Nach ihrer Zeugenvernehmung habe Marwa El-Sherbini gesagt, dass der Islam eine friedliche Religion sei und sie überhaupt nicht verstehe, warum Alex W. auf dem Spielplatz so reagiert habe. Als die Familie den Saal verlassen wollte, sei dann "alles rasend schnell gegangen." Maciejewski sagte, er habe "dumpfe Schläge" gehört und gedacht, Alex W. schlage mit der Faust auf die Frau ein. Erst als er auf den Angeklagten zugelaufen sei, habe er das Messer gesehen und sei dann zurück, um den Notrufknopf zu drücken.

Der Witwer hat inzwischen auch Anzeige gegen den Richter sowie den Gerichtspräsidenten wegen unterlassener Hilfeleistung und fahrlässiger Tötung gestellt. Auch gegen den Polizisten, der irrtümlich auf den Ägypter statt auf den Messerstecher schoss, wird noch ermittelt. Maciejewski sagte, es habe "keine Anhaltspunkte" für notwendige Sicherungsmaßnahmen gegeben. "Sonst hätte ich zumindest einen Wachtmeister in den Saal gesetzt," erklärte der damalige Richter.

Prozess wird am Mittwoch fortgesetzt

Die Staatsanwältin beschrieb das Verhalten des Angeklagten als "uneinsichtig und teilweise patzig". Sie habe aber den Eindruck gehabt, dass er "absolut Herr seiner Sinne" gewesen sei. Seine rassistischen Äußerungen habe er im Plauderton vorgetragen. Bei der Messerattacke habe sie kein Zögern bei Alex W. bemerkt, er habe auch noch auf die Frau eingestochen, als sie bereits am Boden lag. Nach ihrer Aussage soll der Verteidiger mehrere Stühle nach seinem Mandanten geworfen haben, die ihn jedoch nicht abbringen konnten.

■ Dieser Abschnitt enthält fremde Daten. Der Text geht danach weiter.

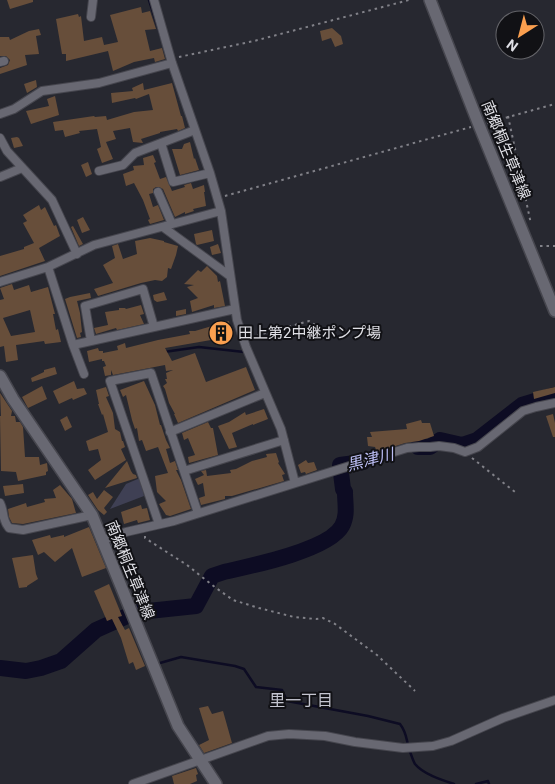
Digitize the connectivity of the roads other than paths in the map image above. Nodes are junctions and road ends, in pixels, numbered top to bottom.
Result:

Nach einem rechtsmedizinischen Gutachten ist Marwa El-Sherbini infolge der zahlreichen Stichverletzungen innerhalb weniger Minuten verblutet. Die Ägypterin hatte 16 Messerstiche erlitten, die meisten davon in den Rücken, ein Stich traf das Herz. Ihr Mann war auch mit mehr als einem Dutzend Messerstichen von Alex W. attackiert und lebensgefährlich verletzt worden. Das Kind der beiden hatte die Tat im Gerichtssaal mit ansehen müssen. Der Prozess wird am Mittwoch mit weiteren Zeugenvernehmungen fortgesetzt. (ddp)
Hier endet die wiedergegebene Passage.